= Joris Helleputte =

Belgian politician and architect (1852–1925)

Joris or Georges Helleputte (1852–1925) was a Belgian politician and Gothic Revival architect. He served as Minister of Agriculture and Public Works and Minister of Railways, Post and Telegraphs.

==Early life and education==
Helleputte was born to a Catholic family. His father was Petrus Helleputte and his mother was Florentine Detemmerman.

He graduated from Ghent University as a bridge and road engineer.

==Architectural career==
Helleputte became a professor of architecture at the Catholic University of Leuven, teaching architects like Raymond Lemaire and Raphaël Verwilghen. He collaborated on projects with Theodoor Van Dormael.

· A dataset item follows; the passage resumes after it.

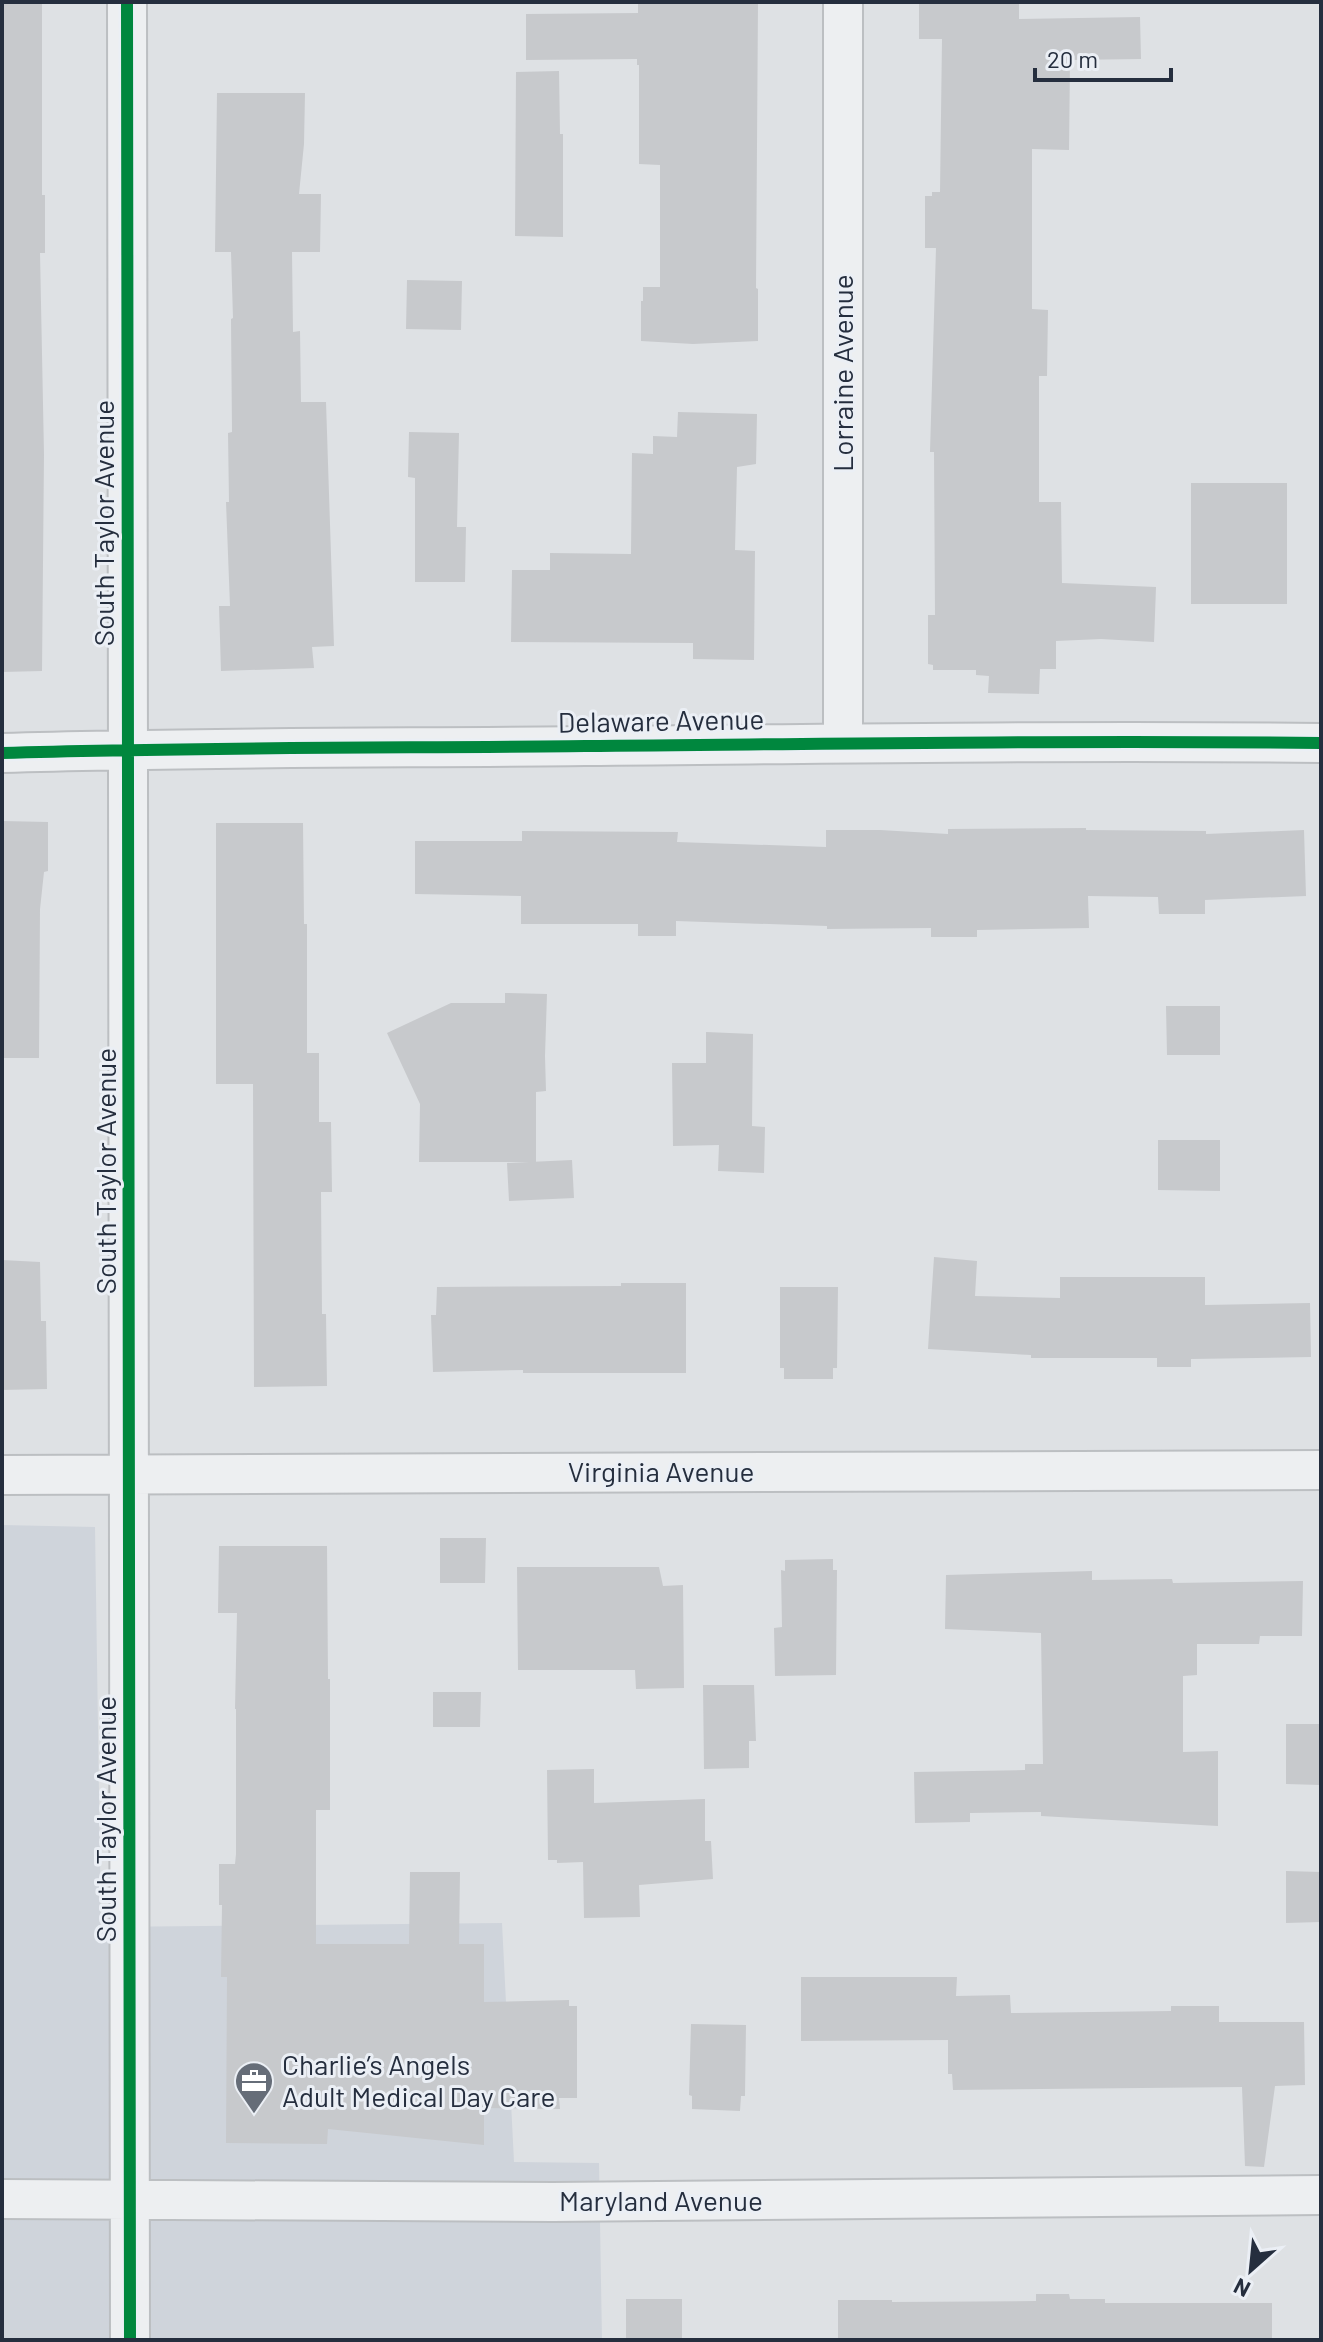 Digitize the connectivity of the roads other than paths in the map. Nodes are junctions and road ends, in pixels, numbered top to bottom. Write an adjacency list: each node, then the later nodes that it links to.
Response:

He founded the Leuven Guild of Craft and Commerce, co-founded the Boerenbond in 1890, and helped found the Belgian Volksbond. He was also a member of the Royal Commission for Monuments.

==Political career==
Helleputte represented Maaseik in the Chamber of Representatives from 1889 until 1924. From 1901 until 1910, he was Minister of Railways, Post and Telegraphs. He then became Minister of Agriculture and Public Works from 1910 until 1918.

He accompanied the Belgian government in exile to Le Havre in 1914.

==Personal life==
In 1882, Helleputte married Louise Schollaert, the sister of Prime Minister Frans Schollaert; they had no children.

Helleputte's sister, Rosalie, married the Belgian architect Louis Cloquet.